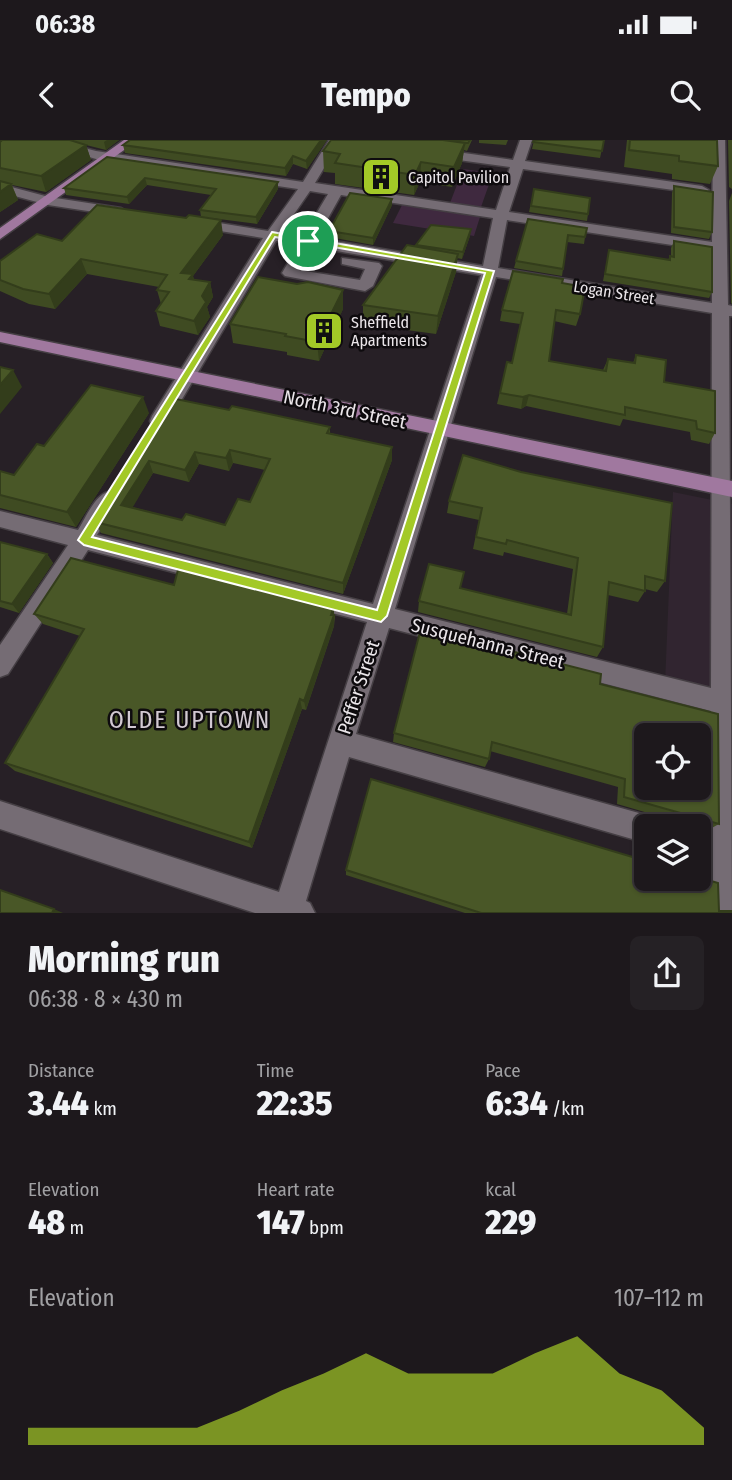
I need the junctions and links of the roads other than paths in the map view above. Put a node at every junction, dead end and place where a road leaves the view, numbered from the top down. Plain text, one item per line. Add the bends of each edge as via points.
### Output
1 (38, 140) edge
2 (132, 140) edge
3 (335, 140) edge
4 (526, 140) edge
5 (721, 140) edge
6 (732, 141) edge
7 (424, 151) edge
8 (108, 157) junction
9 (517, 164) junction
10 (307, 186) junction
11 (0, 188) edge
12 (337, 190) junction
13 (725, 194) edge
14 (48, 201) junction
15 (134, 214) edge
16 (501, 215) junction
17 (176, 220) edge
18 (272, 234) junction
19 (0, 235) edge
20 (304, 247) junction
21 (722, 248) junction
22 (490, 271) junction
23 (726, 310) edge
24 (0, 337) edge
25 (187, 376) junction
26 (440, 429) junction
27 (146, 441) edge
28 (119, 485) edge
29 (727, 488) edge
30 (0, 519) edge
31 (84, 540) junction
32 (381, 616) junction
33 (0, 666) edge
34 (728, 704) edge
35 (341, 742) junction
36 (0, 816) edge
37 (634, 826) edge
38 (711, 848) edge
39 (292, 912) edge
40 (725, 913) edge

1 - 8 street
2 - 8 main road
3 - 10 street
4 - 9 street, Peffer Street
5 - 6 street
5 - 13 street
7 - 9 street
8 - 10 street
8 - 14 main road
9 - 13 street
9 - 16 street, Peffer Street
10 - 12 street
10 - 18 street
11 - 14 street
12 - 16 street
12 - 20 street
13 - 21 street
14 - 15 street
14 - 19 main road
16 - 21 street
16 - 22 street, Peffer Street
17 - 18 street, Logan Street
18 - 20 street, Logan Street
18 - 25 street
20 - 20 street via 290,273 365,286 374,266
20 - 22 street, Logan Street
21 - 23 street
22 - 23 street, Logan Street
22 - 26 street, Peffer Street
23 - 29 street
24 - 25 main road, North 3rd Street
25 - 26 main road, North 3rd Street
25 - 27 street
26 - 29 main road, North 3rd Street
26 - 32 street, Peffer Street
28 - 31 street
29 - 34 street
30 - 31 street, Susquehanna Street
31 - 32 street, Susquehanna Street
31 - 33 street
32 - 34 street, Susquehanna Street
32 - 35 street, Peffer Street
34 - 38 street
35 - 37 street
35 - 39 street, Peffer Street
36 - 39 street
38 - 40 street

Problem – Repeat the full listing above without altering a word, and skip the pictures.

Response box –
I need the junctions and links of the roads other than paths in the map view above. Put a node at every junction, dead end and place where a road leaves the view, numbered from the top down. Plain text, one item per line. Add the bends of each edge as via points.
### Output
1 (38, 140) edge
2 (132, 140) edge
3 (335, 140) edge
4 (526, 140) edge
5 (721, 140) edge
6 (732, 141) edge
7 (424, 151) edge
8 (108, 157) junction
9 (517, 164) junction
10 (307, 186) junction
11 (0, 188) edge
12 (337, 190) junction
13 (725, 194) edge
14 (48, 201) junction
15 (134, 214) edge
16 (501, 215) junction
17 (176, 220) edge
18 (272, 234) junction
19 (0, 235) edge
20 (304, 247) junction
21 (722, 248) junction
22 (490, 271) junction
23 (726, 310) edge
24 (0, 337) edge
25 (187, 376) junction
26 (440, 429) junction
27 (146, 441) edge
28 (119, 485) edge
29 (727, 488) edge
30 (0, 519) edge
31 (84, 540) junction
32 (381, 616) junction
33 (0, 666) edge
34 (728, 704) edge
35 (341, 742) junction
36 (0, 816) edge
37 (634, 826) edge
38 (711, 848) edge
39 (292, 912) edge
40 (725, 913) edge

1 - 8 street
2 - 8 main road
3 - 10 street
4 - 9 street, Peffer Street
5 - 6 street
5 - 13 street
7 - 9 street
8 - 10 street
8 - 14 main road
9 - 13 street
9 - 16 street, Peffer Street
10 - 12 street
10 - 18 street
11 - 14 street
12 - 16 street
12 - 20 street
13 - 21 street
14 - 15 street
14 - 19 main road
16 - 21 street
16 - 22 street, Peffer Street
17 - 18 street, Logan Street
18 - 20 street, Logan Street
18 - 25 street
20 - 20 street via 290,273 365,286 374,266
20 - 22 street, Logan Street
21 - 23 street
22 - 23 street, Logan Street
22 - 26 street, Peffer Street
23 - 29 street
24 - 25 main road, North 3rd Street
25 - 26 main road, North 3rd Street
25 - 27 street
26 - 29 main road, North 3rd Street
26 - 32 street, Peffer Street
28 - 31 street
29 - 34 street
30 - 31 street, Susquehanna Street
31 - 32 street, Susquehanna Street
31 - 33 street
32 - 34 street, Susquehanna Street
32 - 35 street, Peffer Street
34 - 38 street
35 - 37 street
35 - 39 street, Peffer Street
36 - 39 street
38 - 40 street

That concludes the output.